SPENCER: So final question. Suppose someone is interested in getting cryonics. What should they do? What's the first step?

MAX: Well, the first step is to reach out to one of the existing cryo organizations, and see what they have available, what they can do. Now let's have a person who is ready, and knows that they want to sign up, and all this if they're still just examining this fix. The issue is listening to podcasts like this one, is talking to people who may be signed up. There's a discord server that I run called the cryosphere where we talk a lot about all of these issues and where we talk to a lot of people who are thinking about it. I have a podcast on the entire subject of cryonics, there are numerous people who have spoken on this. So basically, do a lot of research, see what it's like, see what other people who are doing this or like, see what they think about and when somebody is ready and somebody who's comfortable to do this, find the right life insurance agent. Either Alcor, CI, or the new organizations, if you're in Europe or in Russia, we'll have numbers, and emails you can contact and get the process done. Because the longer you wait, the more likely it is that two things will happen. One is the price of getting life insurance and all this it's going to go up as you age. But two, things can happen. Anything can happen tomorrow, you could get a disease, which would make it impossible to get life insurance afterward. Or you can get hit by the bus. Everybody's worried about driving around and getting hit by.
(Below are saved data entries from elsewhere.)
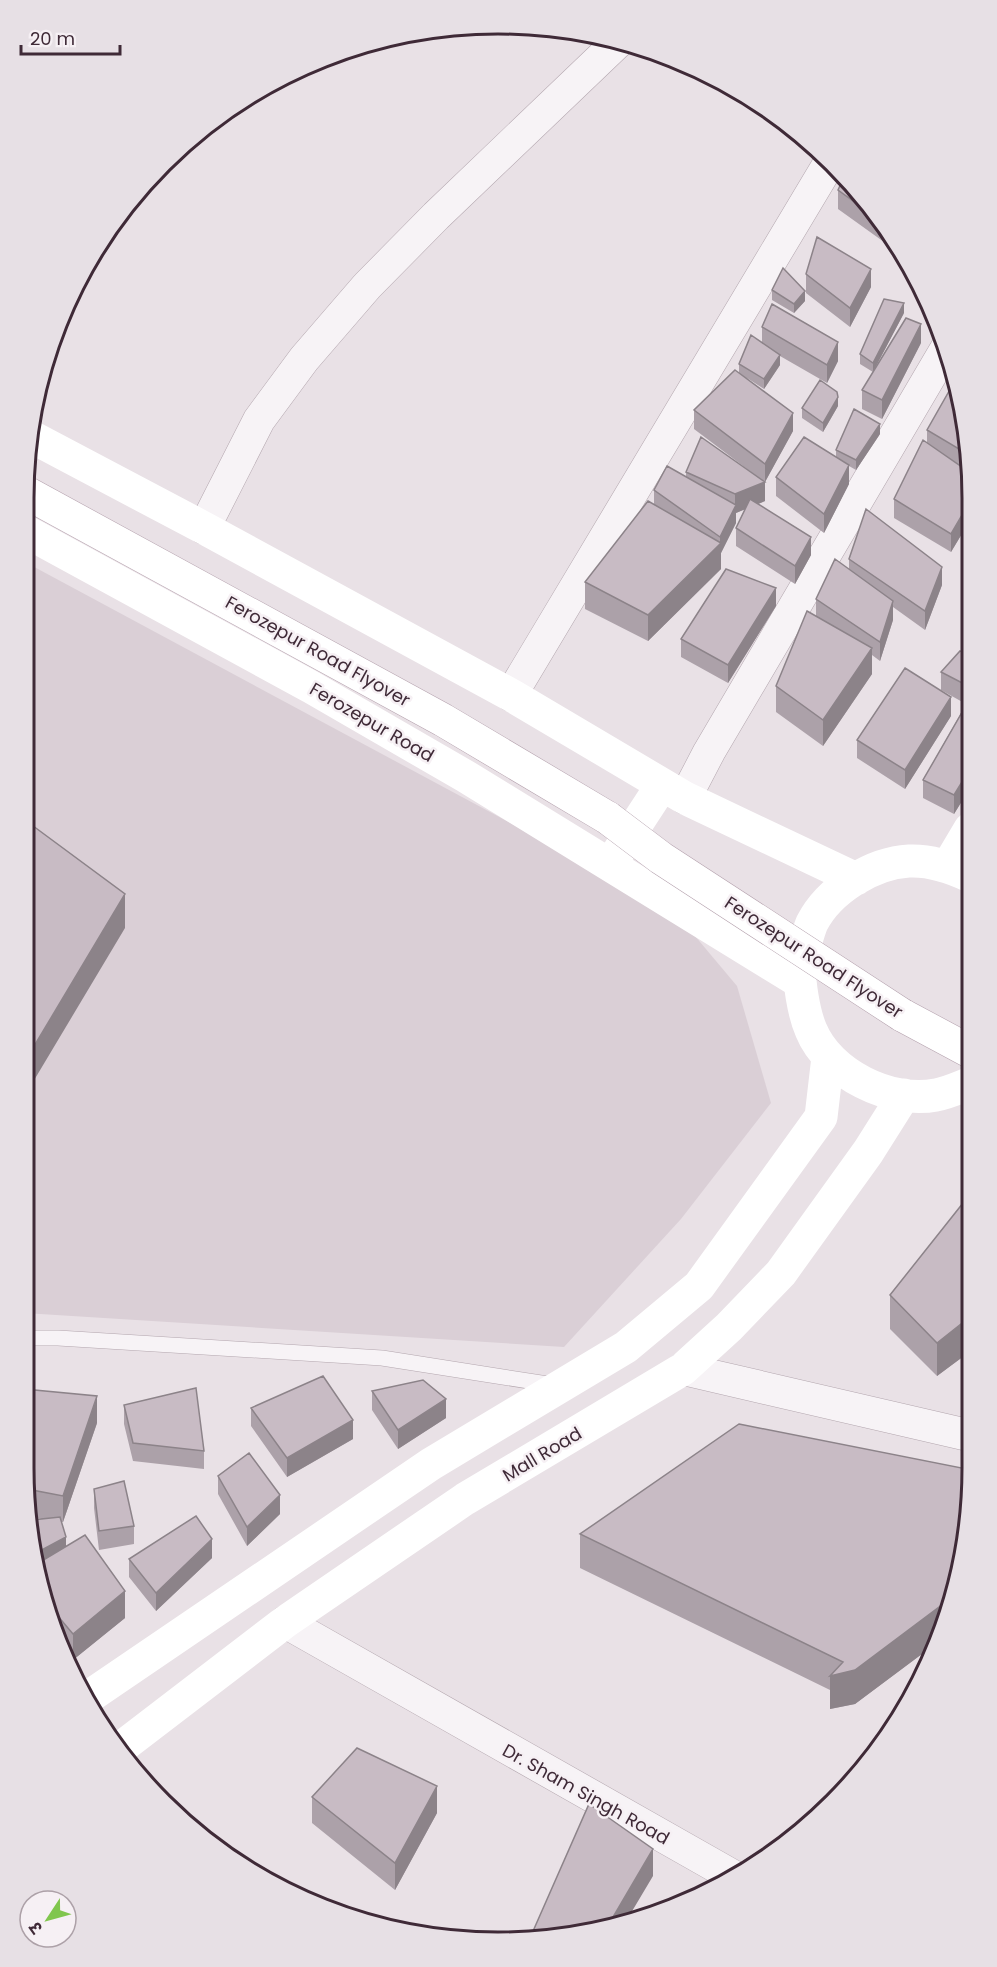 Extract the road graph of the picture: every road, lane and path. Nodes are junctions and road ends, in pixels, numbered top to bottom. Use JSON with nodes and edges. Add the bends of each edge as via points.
{"nodes":[{"id":1,"x":611,"y":48,"type":"edge"},
{"id":2,"x":826,"y":169,"type":"edge"},
{"id":3,"x":940,"y":357,"type":"edge"},
{"id":4,"x":38,"y":440,"type":"edge"},
{"id":5,"x":34,"y":497,"type":"edge"},
{"id":6,"x":204,"y":528,"type":"junction"},
{"id":7,"x":34,"y":536,"type":"edge"},
{"id":8,"x":511,"y":695,"type":"junction"},
{"id":9,"x":674,"y":791,"type":"junction"},
{"id":10,"x":609,"y":866,"type":"junction"},
{"id":11,"x":959,"y":871,"type":"edge"},
{"id":12,"x":856,"y":879,"type":"junction"},
{"id":13,"x":800,"y":982,"type":"junction"},
{"id":14,"x":962,"y":1047,"type":"edge"},
{"id":15,"x":828,"y":1057,"type":"junction"},
{"id":16,"x":962,"y":1087,"type":"edge"},
{"id":17,"x":904,"y":1095,"type":"junction"},
{"id":18,"x":34,"y":1338,"type":"edge"},
{"id":19,"x":683,"y":1369,"type":"junction"},
{"id":20,"x":563,"y":1386,"type":"junction"},
{"id":21,"x":962,"y":1434,"type":"edge"},
{"id":22,"x":285,"y":1622,"type":"junction"},
{"id":23,"x":93,"y":1694,"type":"edge"},
{"id":24,"x":125,"y":1744,"type":"edge"},
{"id":25,"x":726,"y":1872,"type":"edge"}],
"edges":[{"from":1,"to":6,"type":"street","via":[[436,216],[304,358],[259,420]]},
{"from":2,"to":8,"type":"street"},
{"from":3,"to":9,"type":"street","via":[[715,741]]},
{"from":4,"to":6,"type":"main road"},
{"from":5,"to":14,"type":"main road","name":"Ferozepur Road Flyover","bridge":true,"via":[[443,720],[608,818],[661,858],[902,1015]]},
{"from":6,"to":8,"type":"main road"},
{"from":7,"to":10,"type":"main road","name":"Ferozepur Road","via":[[321,693]]},
{"from":8,"to":9,"type":"main road"},
{"from":9,"to":10,"type":"main road"},
{"from":9,"to":12,"type":"main road"},
{"from":10,"to":13,"type":"main road","name":"Ferozepur Road"},
{"from":11,"to":12,"type":"main road","via":[[908,861],[870,870]]},
{"from":12,"to":13,"type":"main road","via":[[837,891],[812,923],[800,960]]},
{"from":13,"to":15,"type":"main road","via":[[811,1030]]},
{"from":15,"to":17,"type":"main road","via":[[859,1082]]},
{"from":15,"to":20,"type":"main road","via":[[821,1117],[699,1286],[626,1347]]},
{"from":16,"to":17,"type":"main road","via":[[936,1095]]},
{"from":17,"to":19,"type":"main road","name":"Mall Road","via":[[781,1273]]},
{"from":18,"to":20,"type":"lane","via":[[382,1358]]},
{"from":19,"to":21,"type":"street"},
{"from":19,"to":22,"type":"main road","name":"Mall Road","via":[[465,1499]]},
{"from":20,"to":23,"type":"main road","via":[[431,1464]]},
{"from":22,"to":24,"type":"main road","name":"Mall Road"},
{"from":22,"to":25,"type":"street","name":"Dr. Sham Singh Road"}]}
And so given the potential upside of something like cryonics, don't wait, don't think, I'll just deal with this 10 days before I die because nobody – in fact, one of the things I'm very involved in cryonics is figuring out how to deal with the problems of people who don't do enough work at the end of life in order to make sure that their cryopreservation is going to happen and going to happen well and properly. So there's a lot of pre-planning, and steps, and thought that should go into what we do when we think that we want to be cryopreserved. And so don't put that off for years. Don't think that you're just going to take care of this towards the end, because I can guarantee you, and I can tell you stories of people who have had this happen, that dealing with it at the end is almost certainly not going to happen or not going to happen well and effectively. This is something you want to do when they're fully capable, and well before you could imagine needing it.

SPENCER: Thanks, Max. Really appreciate you coming on.

MAX: Thank you very much, Spencer. Thanks for having me.